[To provide a brief introduction, I have not won many awards for things I have written, but—to brag just a bit—the missive printed below did, in fact, come in first place at an annual G.K. Chesterton Rhetoric Competition held by the University of Notre Dame Graduate Student Union (this would have been about 15 years ago or so and I don’t have a clue if this is still a thing). The competition was judged both on the quality of the essay as well as its public oral declamation, so perhaps winning had as much to do with my public speaking acumen as my writing ability which. The prompt for the competition was “The Use and Abuse of Violence, or War: What is it NOT Good For?” - a Chestertonian topic if ever there was one! While thinking on what I wanted to write, I distinctly remember having a dream one night about zombies. I don’t recall what happened in the dream, nor do I recall it being particularly discomfiting, but I do remember upon waking, I knew that I had both a thematic hook as well as a title. For those of you less versed in Chesterton’s writings, the title is an (admittedly oblique) homage to Chesterton’s classic essay in defense of “low-brow” literature A Defense of Penny Dreadfuls. I don’t claim this essay is as good as his (I will actually grant that I find the closing paragraph somewhat cloying and pandering), but I like to think, in places, it rhymes with some things he might have written.]

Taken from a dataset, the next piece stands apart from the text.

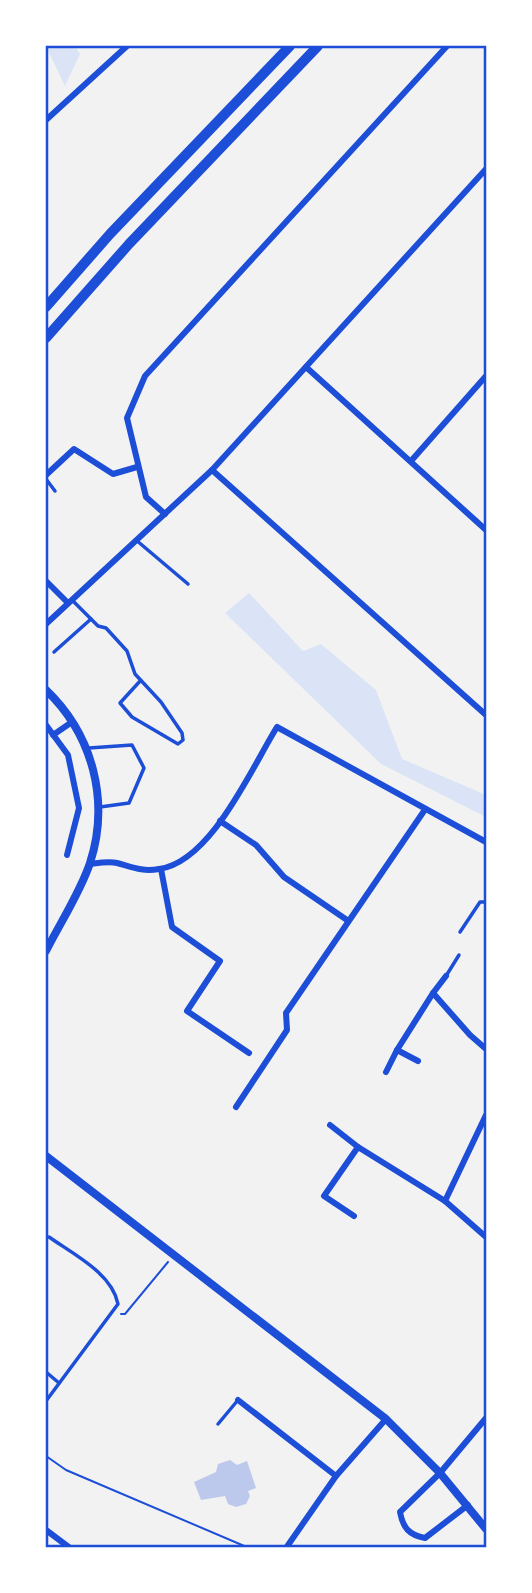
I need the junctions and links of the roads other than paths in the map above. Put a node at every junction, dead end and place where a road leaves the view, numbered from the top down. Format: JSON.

I love zombie movies. It’s not that I’m a big fan of the horror genre; I don’t delight in seeing buckets of fake blood, rotting carcasses, and gnawed upon limbs. Zombie movies don’t have to be spectacle to be interesting; I find zombie movies interesting despite the spectacle. No, I like zombie movies because, despite the current fad for “sparkling vampires”, zombies are the quintessential monsters of modernity. Vampires, demons, and werewolves may be quite charismatic, calculating, and devious. Zombies, on the other hand, are blank, characterless, and mindless. It is hard to really call them evil despite the fact that they want to eat your brain. This ambiguity of motive is precisely why they appeal to our ambiguous society. Furthermore, because of their blankness, zombies are perfect pallets upon which the filmmaker may project society’s hopes and fears, and because they are monsters, this usually means that we project upon them our fears. The zombie may reflect prejudice, consumerism, environmental catastrophe, or terrorism. Their very blankness may also be seen to represent the undifferentiated mass of humanity going about its drone-like existence in our cities and streets.
But there is at least one underlying quality that zombies in all their incarnations possess that belies their blankness; zombies are violent. This is really the only positive quality we can attribute to them. While their violence usually manifests itself in a hunger for human flesh they eat to no purpose because, well, they are already dead. Now, everyone knows that the only thing that can stop a zombie is the destruction of its brain, usually best meted out by a pump action shotgun blast to the head. For the purposes of our discussion, however, I’m going to follow the time-honored movie tradition of modifying the basic zombie to my own ends. Imagine that, while undead, our zombies look no different than ordinary people. Furthermore, they sound and speak as though they are normal people and appear to be able to make rational decisions; but make no mistake, they are in fact monsters intent on eating your brain. Our zombies also show a limited sense of self-preservation; in addition to a blow to the head, our zombies can be stopped, at least temporarily, by the imminent threat of a blow to the head. They still don’t mind getting other limbs blown or chopped off, but so long as the gun or machete is poised over their head, they have enough sense of self to ignore your brain so that they can keep their own. Thus, the zombies can either be stopped by violence or the threat of violence. One can almost imagine this mass of zombies as Hobbes’ vision of man in the state of nature; unrestrained animals bent upon the fulfillment of their desires—in this case human brains—and self-preservation. I actually think Leviathan might translate well into a zombie movie; I’d call it “Nasty, Brutish, and Short”. That would probably also be a good title for a biography of my screen writing career.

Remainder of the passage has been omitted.